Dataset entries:

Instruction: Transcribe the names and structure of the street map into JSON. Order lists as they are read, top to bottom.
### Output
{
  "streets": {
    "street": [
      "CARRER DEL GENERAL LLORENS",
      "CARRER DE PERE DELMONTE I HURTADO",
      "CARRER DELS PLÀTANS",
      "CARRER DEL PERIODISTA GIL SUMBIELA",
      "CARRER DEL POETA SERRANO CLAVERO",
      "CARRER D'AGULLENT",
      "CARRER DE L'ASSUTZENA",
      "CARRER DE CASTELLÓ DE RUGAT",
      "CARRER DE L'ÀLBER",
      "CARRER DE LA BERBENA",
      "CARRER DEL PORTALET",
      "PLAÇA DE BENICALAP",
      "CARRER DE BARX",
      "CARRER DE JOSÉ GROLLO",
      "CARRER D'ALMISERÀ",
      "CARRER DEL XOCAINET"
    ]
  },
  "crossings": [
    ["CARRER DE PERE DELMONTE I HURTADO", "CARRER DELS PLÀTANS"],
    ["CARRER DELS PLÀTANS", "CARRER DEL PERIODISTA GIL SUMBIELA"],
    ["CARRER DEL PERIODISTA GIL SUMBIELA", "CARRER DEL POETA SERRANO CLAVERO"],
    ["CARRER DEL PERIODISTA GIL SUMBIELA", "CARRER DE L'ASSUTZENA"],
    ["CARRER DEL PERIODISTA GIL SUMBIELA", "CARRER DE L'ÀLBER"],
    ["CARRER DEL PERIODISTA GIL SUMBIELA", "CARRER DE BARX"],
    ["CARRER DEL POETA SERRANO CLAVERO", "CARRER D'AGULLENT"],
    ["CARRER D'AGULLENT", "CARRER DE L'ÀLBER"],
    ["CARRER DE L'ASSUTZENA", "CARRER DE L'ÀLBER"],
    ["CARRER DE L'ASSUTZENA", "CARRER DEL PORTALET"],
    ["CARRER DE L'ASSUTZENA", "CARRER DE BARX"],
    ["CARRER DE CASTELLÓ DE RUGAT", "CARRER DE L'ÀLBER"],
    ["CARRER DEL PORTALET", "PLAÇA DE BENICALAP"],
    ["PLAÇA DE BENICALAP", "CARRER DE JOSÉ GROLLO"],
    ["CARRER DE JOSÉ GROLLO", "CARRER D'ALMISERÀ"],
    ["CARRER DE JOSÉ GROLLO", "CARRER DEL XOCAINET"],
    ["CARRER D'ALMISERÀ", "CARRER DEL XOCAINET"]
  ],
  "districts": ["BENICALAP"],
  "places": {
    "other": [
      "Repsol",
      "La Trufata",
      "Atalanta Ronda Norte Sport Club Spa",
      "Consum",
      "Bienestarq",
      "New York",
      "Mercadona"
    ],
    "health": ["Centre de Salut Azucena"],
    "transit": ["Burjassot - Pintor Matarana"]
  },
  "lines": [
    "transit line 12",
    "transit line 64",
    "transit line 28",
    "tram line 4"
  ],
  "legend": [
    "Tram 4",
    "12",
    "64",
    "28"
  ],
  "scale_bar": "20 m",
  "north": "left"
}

What is required:
Please print each entry once more, exactly as it reads.

Answer for the task:
Instruction: Transcribe the names and structure of the street map into JSON. Order lists as they are read, top to bottom.
### Output
{
  "streets": {
    "street": [
      "CARRER DEL GENERAL LLORENS",
      "CARRER DE PERE DELMONTE I HURTADO",
      "CARRER DELS PLÀTANS",
      "CARRER DEL PERIODISTA GIL SUMBIELA",
      "CARRER DEL POETA SERRANO CLAVERO",
      "CARRER D'AGULLENT",
      "CARRER DE L'ASSUTZENA",
      "CARRER DE CASTELLÓ DE RUGAT",
      "CARRER DE L'ÀLBER",
      "CARRER DE LA BERBENA",
      "CARRER DEL PORTALET",
      "PLAÇA DE BENICALAP",
      "CARRER DE BARX",
      "CARRER DE JOSÉ GROLLO",
      "CARRER D'ALMISERÀ",
      "CARRER DEL XOCAINET"
    ]
  },
  "crossings": [
    ["CARRER DE PERE DELMONTE I HURTADO", "CARRER DELS PLÀTANS"],
    ["CARRER DELS PLÀTANS", "CARRER DEL PERIODISTA GIL SUMBIELA"],
    ["CARRER DEL PERIODISTA GIL SUMBIELA", "CARRER DEL POETA SERRANO CLAVERO"],
    ["CARRER DEL PERIODISTA GIL SUMBIELA", "CARRER DE L'ASSUTZENA"],
    ["CARRER DEL PERIODISTA GIL SUMBIELA", "CARRER DE L'ÀLBER"],
    ["CARRER DEL PERIODISTA GIL SUMBIELA", "CARRER DE BARX"],
    ["CARRER DEL POETA SERRANO CLAVERO", "CARRER D'AGULLENT"],
    ["CARRER D'AGULLENT", "CARRER DE L'ÀLBER"],
    ["CARRER DE L'ASSUTZENA", "CARRER DE L'ÀLBER"],
    ["CARRER DE L'ASSUTZENA", "CARRER DEL PORTALET"],
    ["CARRER DE L'ASSUTZENA", "CARRER DE BARX"],
    ["CARRER DE CASTELLÓ DE RUGAT", "CARRER DE L'ÀLBER"],
    ["CARRER DEL PORTALET", "PLAÇA DE BENICALAP"],
    ["PLAÇA DE BENICALAP", "CARRER DE JOSÉ GROLLO"],
    ["CARRER DE JOSÉ GROLLO", "CARRER D'ALMISERÀ"],
    ["CARRER DE JOSÉ GROLLO", "CARRER DEL XOCAINET"],
    ["CARRER D'ALMISERÀ", "CARRER DEL XOCAINET"]
  ],
  "districts": ["BENICALAP"],
  "places": {
    "other": [
      "Repsol",
      "La Trufata",
      "Atalanta Ronda Norte Sport Club Spa",
      "Consum",
      "Bienestarq",
      "New York",
      "Mercadona"
    ],
    "health": ["Centre de Salut Azucena"],
    "transit": ["Burjassot - Pintor Matarana"]
  },
  "lines": [
    "transit line 12",
    "transit line 64",
    "transit line 28",
    "tram line 4"
  ],
  "legend": [
    "Tram 4",
    "12",
    "64",
    "28"
  ],
  "scale_bar": "20 m",
  "north": "left"
}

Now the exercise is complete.